------ Dataset content ------

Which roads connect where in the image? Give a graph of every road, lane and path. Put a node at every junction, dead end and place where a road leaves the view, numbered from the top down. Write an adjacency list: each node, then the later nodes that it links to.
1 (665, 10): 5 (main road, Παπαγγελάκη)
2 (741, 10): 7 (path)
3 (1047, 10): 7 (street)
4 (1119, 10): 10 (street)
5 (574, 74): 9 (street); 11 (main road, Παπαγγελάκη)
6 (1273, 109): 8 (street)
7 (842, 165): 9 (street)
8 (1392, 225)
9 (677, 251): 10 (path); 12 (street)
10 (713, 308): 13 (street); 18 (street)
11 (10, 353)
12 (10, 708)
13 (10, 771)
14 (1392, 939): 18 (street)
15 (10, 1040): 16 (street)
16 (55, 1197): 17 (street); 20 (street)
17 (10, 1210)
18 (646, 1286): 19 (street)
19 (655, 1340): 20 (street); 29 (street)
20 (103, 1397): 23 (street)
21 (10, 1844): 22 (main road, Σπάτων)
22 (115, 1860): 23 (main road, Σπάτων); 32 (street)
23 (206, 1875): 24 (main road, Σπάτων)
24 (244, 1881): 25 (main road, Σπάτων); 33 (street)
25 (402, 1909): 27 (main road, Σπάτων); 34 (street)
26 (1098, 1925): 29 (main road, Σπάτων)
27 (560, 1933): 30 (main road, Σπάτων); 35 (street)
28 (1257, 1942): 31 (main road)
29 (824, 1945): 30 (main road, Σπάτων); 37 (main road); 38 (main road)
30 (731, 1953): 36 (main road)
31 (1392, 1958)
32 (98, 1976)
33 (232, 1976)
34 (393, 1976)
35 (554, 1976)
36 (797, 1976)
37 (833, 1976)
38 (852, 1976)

------

> **Problem**
The answer should be the complete set of records, printed exactly.

> **Response**
Which roads connect where in the image? Give a graph of every road, lane and path. Put a node at every junction, dead end and place where a road leaves the view, numbered from the top down. Write an adjacency list: each node, then the later nodes that it links to.
1 (665, 10): 5 (main road, Παπαγγελάκη)
2 (741, 10): 7 (path)
3 (1047, 10): 7 (street)
4 (1119, 10): 10 (street)
5 (574, 74): 9 (street); 11 (main road, Παπαγγελάκη)
6 (1273, 109): 8 (street)
7 (842, 165): 9 (street)
8 (1392, 225)
9 (677, 251): 10 (path); 12 (street)
10 (713, 308): 13 (street); 18 (street)
11 (10, 353)
12 (10, 708)
13 (10, 771)
14 (1392, 939): 18 (street)
15 (10, 1040): 16 (street)
16 (55, 1197): 17 (street); 20 (street)
17 (10, 1210)
18 (646, 1286): 19 (street)
19 (655, 1340): 20 (street); 29 (street)
20 (103, 1397): 23 (street)
21 (10, 1844): 22 (main road, Σπάτων)
22 (115, 1860): 23 (main road, Σπάτων); 32 (street)
23 (206, 1875): 24 (main road, Σπάτων)
24 (244, 1881): 25 (main road, Σπάτων); 33 (street)
25 (402, 1909): 27 (main road, Σπάτων); 34 (street)
26 (1098, 1925): 29 (main road, Σπάτων)
27 (560, 1933): 30 (main road, Σπάτων); 35 (street)
28 (1257, 1942): 31 (main road)
29 (824, 1945): 30 (main road, Σπάτων); 37 (main road); 38 (main road)
30 (731, 1953): 36 (main road)
31 (1392, 1958)
32 (98, 1976)
33 (232, 1976)
34 (393, 1976)
35 (554, 1976)
36 (797, 1976)
37 (833, 1976)
38 (852, 1976)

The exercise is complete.